Abstract

Friedrich Walter Goethe, Corresponding Fellow of the AOU since 1962, died peacefully on 3 January 2003. He was born on 30 June 1911 in Kiel. He spent part of his childhood in Wilhelmshaven, where he would later become a scientist at the Institute of Avian Research Helgoland. He studied zoology, botany, geography, and ethnology at the universities of Freiburg (Breisgau), Basle, and Miinster, where he obtained his Ph.D. in 1936, with a doctoral thesis on the biology of the Herring Gull on the bird island Memmert. After graduation, he was hired at the Research Center for German Wildlife in Werbelinsee, where he studied the biology of mustelids, and later at the Biological Section of the UFA Movie Company in Babelsberg.

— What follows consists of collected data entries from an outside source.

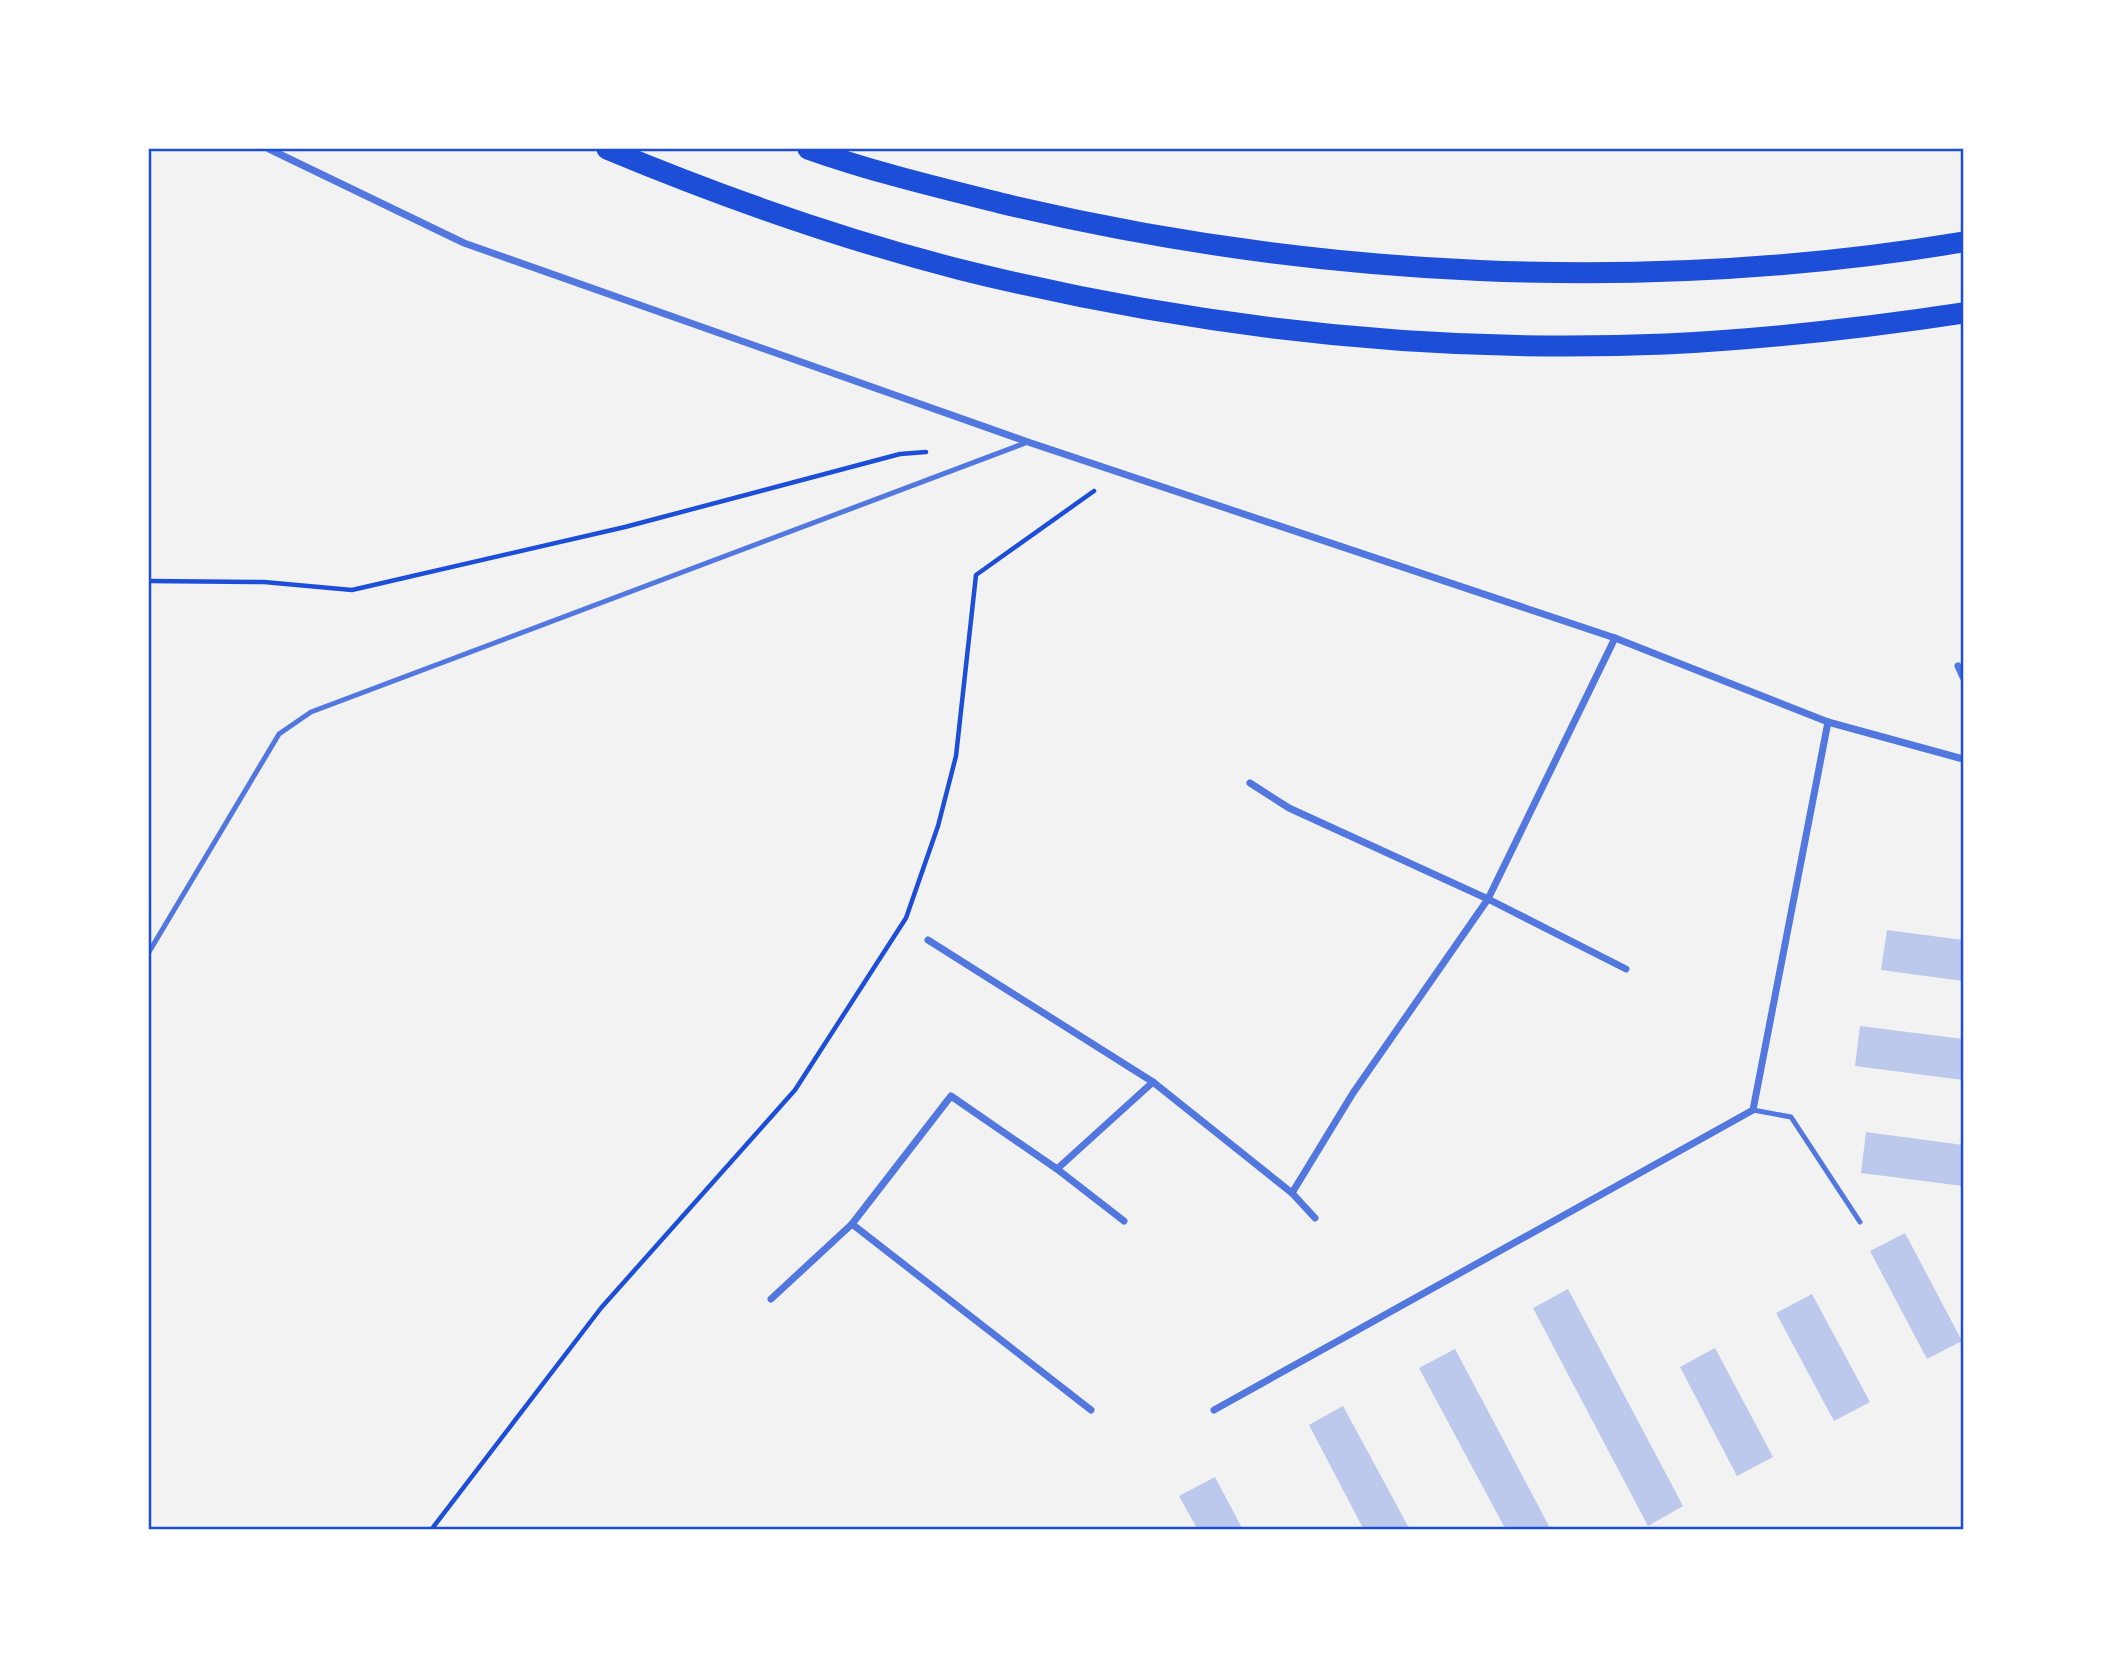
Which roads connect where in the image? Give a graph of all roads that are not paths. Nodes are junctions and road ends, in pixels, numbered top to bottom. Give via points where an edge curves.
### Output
1 (268, 149) edge
2 (607, 149) edge
3 (808, 149) edge
4 (1963, 242) edge
5 (1963, 313) edge
6 (1028, 442) junction
7 (1615, 638) junction
8 (1958, 666) dead end
9 (1963, 677) edge
10 (1828, 722) junction
11 (1963, 760) edge
12 (1250, 783) dead end
13 (1488, 899) junction
14 (928, 940) dead end
15 (149, 952) edge
16 (1626, 970) dead end
17 (1153, 1082) junction
18 (1754, 1110) junction
19 (1057, 1169) junction
20 (1292, 1193) junction
21 (1315, 1218) dead end
22 (1124, 1221) dead end
23 (1860, 1222) dead end
24 (852, 1224) junction
25 (771, 1299) dead end
26 (1214, 1409) dead end
27 (1091, 1410) dead end

1 - 6 street via 464,243
2 - 5 highway via 750,205 961,269 1082,297 1314,332 1440,342 1665,344 1790,335
3 - 4 highway via 1056,216 1177,239 1425,268 1675,271 1801,263
6 - 7 street
6 - 15 lane via 311,712 279,734
7 - 10 street
7 - 13 street
8 - 9 street
10 - 11 street
10 - 18 street
12 - 13 street via 1289,808
13 - 16 street
13 - 20 street via 1353,1093
14 - 17 street
17 - 19 street
17 - 20 street
18 - 23 lane via 1791,1117
18 - 26 street
19 - 22 street
19 - 24 street via 951,1096
20 - 21 street
24 - 25 street
24 - 27 street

After the Second World War, he restarted his scientific career at the Department of Natural History at the Lippe-Museum in Detmold. He wrote The Birds of Teutoburg Forest in 1948. In 1951, he accepted an invitation from Professor Rudolf Drost to work as a scientist at the Institute of Avian Research in Wilhelmshaven, where he succeeded Drost as director of the institute in 1958. Goethe's lifetime research was focused on the biology of the larger gulls; he contributed to a better understanding of their behavior and ecology. Besides his scientific interests, he was an enthusiastic nature conservationist. For his contributions to the biology and conservation of seabirds, Dr. Goethe received various honorary fellowships and awards. After retirement in 1976, Friedrich Goethe devoted much of his time to studying the role of the mute swan in culture, art, and poetry and its relationship to man, studies that were begun by his wife prior to his retirement. The couple were able to devote many happy years to their mutual work. Friedrich Goethe always took time to share his enormous knowledge about nature and wildlife with others, irrespective of other constraints. A more detailed memorial with portrait was published in 2004 in Vogelwarte 42:281-282.